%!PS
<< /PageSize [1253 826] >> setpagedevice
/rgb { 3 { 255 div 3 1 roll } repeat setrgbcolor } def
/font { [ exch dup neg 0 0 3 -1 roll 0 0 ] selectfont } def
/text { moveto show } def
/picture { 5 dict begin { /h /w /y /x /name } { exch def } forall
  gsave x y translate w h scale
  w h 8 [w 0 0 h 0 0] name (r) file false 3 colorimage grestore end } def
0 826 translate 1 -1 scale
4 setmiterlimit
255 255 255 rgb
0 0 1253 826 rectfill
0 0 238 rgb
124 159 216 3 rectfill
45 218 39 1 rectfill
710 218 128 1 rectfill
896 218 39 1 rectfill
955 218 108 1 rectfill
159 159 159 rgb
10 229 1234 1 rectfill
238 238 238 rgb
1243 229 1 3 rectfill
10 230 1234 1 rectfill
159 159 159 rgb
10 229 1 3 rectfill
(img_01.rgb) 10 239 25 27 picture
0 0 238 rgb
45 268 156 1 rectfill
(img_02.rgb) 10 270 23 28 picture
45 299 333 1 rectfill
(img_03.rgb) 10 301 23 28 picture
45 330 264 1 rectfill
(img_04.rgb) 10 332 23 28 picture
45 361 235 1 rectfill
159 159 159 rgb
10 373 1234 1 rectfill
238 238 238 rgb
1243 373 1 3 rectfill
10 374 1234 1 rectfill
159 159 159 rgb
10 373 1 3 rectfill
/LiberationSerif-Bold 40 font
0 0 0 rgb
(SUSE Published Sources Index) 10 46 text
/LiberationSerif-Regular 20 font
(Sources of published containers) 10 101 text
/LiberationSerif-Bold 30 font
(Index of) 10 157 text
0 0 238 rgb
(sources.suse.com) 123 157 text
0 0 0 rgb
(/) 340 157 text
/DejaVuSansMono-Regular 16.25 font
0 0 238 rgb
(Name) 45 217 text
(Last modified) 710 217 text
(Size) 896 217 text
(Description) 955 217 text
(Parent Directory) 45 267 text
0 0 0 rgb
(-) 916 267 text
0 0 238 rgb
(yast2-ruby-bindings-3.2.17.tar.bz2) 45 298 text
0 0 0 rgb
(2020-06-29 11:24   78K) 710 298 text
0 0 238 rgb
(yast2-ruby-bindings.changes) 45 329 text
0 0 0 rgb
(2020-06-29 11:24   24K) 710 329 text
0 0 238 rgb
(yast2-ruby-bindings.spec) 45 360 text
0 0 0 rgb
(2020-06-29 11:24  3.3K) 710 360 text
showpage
####################
**WHAT IS BEING ASKED**:
This task calls for an exact reproduction of the lines that start at the one containing "w h 8 [w 0 0" and continue to the end of the entries above.

**REPLY TO THE EXERCISE**:
  w h 8 [w 0 0 h 0 0] name (r) file false 3 colorimage grestore end } def
0 826 translate 1 -1 scale
4 setmiterlimit
255 255 255 rgb
0 0 1253 826 rectfill
0 0 238 rgb
124 159 216 3 rectfill
45 218 39 1 rectfill
710 218 128 1 rectfill
896 218 39 1 rectfill
955 218 108 1 rectfill
159 159 159 rgb
10 229 1234 1 rectfill
238 238 238 rgb
1243 229 1 3 rectfill
10 230 1234 1 rectfill
159 159 159 rgb
10 229 1 3 rectfill
(img_01.rgb) 10 239 25 27 picture
0 0 238 rgb
45 268 156 1 rectfill
(img_02.rgb) 10 270 23 28 picture
45 299 333 1 rectfill
(img_03.rgb) 10 301 23 28 picture
45 330 264 1 rectfill
(img_04.rgb) 10 332 23 28 picture
45 361 235 1 rectfill
159 159 159 rgb
10 373 1234 1 rectfill
238 238 238 rgb
1243 373 1 3 rectfill
10 374 1234 1 rectfill
159 159 159 rgb
10 373 1 3 rectfill
/LiberationSerif-Bold 40 font
0 0 0 rgb
(SUSE Published Sources Index) 10 46 text
/LiberationSerif-Regular 20 font
(Sources of published containers) 10 101 text
/LiberationSerif-Bold 30 font
(Index of) 10 157 text
0 0 238 rgb
(sources.suse.com) 123 157 text
0 0 0 rgb
(/) 340 157 text
/DejaVuSansMono-Regular 16.25 font
0 0 238 rgb
(Name) 45 217 text
(Last modified) 710 217 text
(Size) 896 217 text
(Description) 955 217 text
(Parent Directory) 45 267 text
0 0 0 rgb
(-) 916 267 text
0 0 238 rgb
(yast2-ruby-bindings-3.2.17.tar.bz2) 45 298 text
0 0 0 rgb
(2020-06-29 11:24   78K) 710 298 text
0 0 238 rgb
(yast2-ruby-bindings.changes) 45 329 text
0 0 0 rgb
(2020-06-29 11:24   24K) 710 329 text
0 0 238 rgb
(yast2-ruby-bindings.spec) 45 360 text
0 0 0 rgb
(2020-06-29 11:24  3.3K) 710 360 text
showpage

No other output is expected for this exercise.